Vendredi 4 septembre, Arcachon ne dînera pas tout à fait chez elle. À partir de 19 heures, les habitants sortiront paniers, salades et nappes dans cinq quartiers de la ville. Du Moulleau à l’Aiguillon, les pique-niques de quartier reviennent avec une règle aussi simple que leur succès : chacun apporte son repas, la Ville installe l’ambiance et les voisins partagent la soirée.
Une même soirée, cinq façons d’habiter Arcachon
Au Moulleau, les participants se retrouveront sur les marches de Notre-Dame-des-Passes. L’Aiguillon dressera ses tables rue de la Pêcherie, les Abatilles allée Roger-Touton. Place Fleming, Pereire et la Ville d’Hiver se mêleront, tandis que le centre-ville et la jetée de la Chapelle se réuniront cours Lamarque-de-Plaisance.
Cette géographie fait tout l’intérêt de la soirée. Arcachon ne rassemble pas ses habitants sur une scène unique : elle laisse chaque secteur composer son propre salon à ciel ouvert. Les habitués retrouvent des visages connus ; les nouveaux arrivants disposent d’un prétexte simple pour s’asseoir.

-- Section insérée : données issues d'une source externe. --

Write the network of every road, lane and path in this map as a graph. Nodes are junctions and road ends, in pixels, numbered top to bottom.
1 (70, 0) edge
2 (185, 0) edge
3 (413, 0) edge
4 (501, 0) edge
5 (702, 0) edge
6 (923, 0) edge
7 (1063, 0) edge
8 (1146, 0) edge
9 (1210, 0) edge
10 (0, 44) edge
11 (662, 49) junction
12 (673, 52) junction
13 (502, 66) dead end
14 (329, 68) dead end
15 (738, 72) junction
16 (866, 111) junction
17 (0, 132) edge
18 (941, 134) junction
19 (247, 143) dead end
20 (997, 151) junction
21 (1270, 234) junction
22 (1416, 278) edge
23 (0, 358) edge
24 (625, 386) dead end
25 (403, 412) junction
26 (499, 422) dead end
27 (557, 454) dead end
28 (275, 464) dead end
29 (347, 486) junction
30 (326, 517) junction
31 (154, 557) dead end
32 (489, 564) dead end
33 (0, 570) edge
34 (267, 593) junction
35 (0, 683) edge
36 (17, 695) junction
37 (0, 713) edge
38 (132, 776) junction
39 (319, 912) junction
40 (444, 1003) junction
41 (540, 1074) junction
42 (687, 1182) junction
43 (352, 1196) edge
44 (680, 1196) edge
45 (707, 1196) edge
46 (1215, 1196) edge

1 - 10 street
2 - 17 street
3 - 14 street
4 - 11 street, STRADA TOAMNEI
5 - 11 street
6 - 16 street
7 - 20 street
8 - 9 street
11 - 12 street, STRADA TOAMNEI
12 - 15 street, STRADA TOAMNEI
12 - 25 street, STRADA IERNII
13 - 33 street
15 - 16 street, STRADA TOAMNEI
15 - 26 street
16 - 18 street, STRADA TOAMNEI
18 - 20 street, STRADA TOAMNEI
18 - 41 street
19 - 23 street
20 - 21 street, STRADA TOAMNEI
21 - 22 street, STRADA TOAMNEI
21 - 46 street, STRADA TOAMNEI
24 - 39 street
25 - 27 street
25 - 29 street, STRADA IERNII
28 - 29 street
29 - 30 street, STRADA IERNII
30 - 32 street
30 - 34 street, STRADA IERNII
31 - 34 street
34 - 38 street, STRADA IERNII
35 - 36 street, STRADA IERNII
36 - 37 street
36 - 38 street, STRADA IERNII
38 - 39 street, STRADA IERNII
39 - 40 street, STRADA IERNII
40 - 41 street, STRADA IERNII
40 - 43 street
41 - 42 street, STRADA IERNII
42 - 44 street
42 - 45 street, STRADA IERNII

Le menu n’est écrit nulle part
Il n’y a ni traiteur commun ni formule obligatoire. On vient avec son panier, ses boissons et ce dont on a besoin pour être à l’aise. Certains partageront une tarte, d’autres garderont leur dîner familial. Cette liberté évite de transformer le rendez-vous en marché gourmand ou en animation réservée aux initiés.
À mesure que les tables se remplissent, les repas composent un buffet involontaire : recettes familiales, sandwiches préparés en vitesse, produits du marché ou restes accommodés. Ce mélange raconte mieux la ville qu’un menu officiel, parce qu’il ne cherche ni l’unité ni la mise en scène.
Un concert est annoncé dans chaque quartier. La musique crée un fil entre les cinq lieux, sans leur imposer la même couleur. Le repas reste au centre, parce qu’il oblige à prendre le temps : on ne traverse pas une table de voisins comme on traverse une place en rentrant chez soi.
La Ville présente le principe et les lieux des pique-niques de quartier. L’agenda touristique d’Arcachon permet de vérifier les informations actualisées avant de se déplacer.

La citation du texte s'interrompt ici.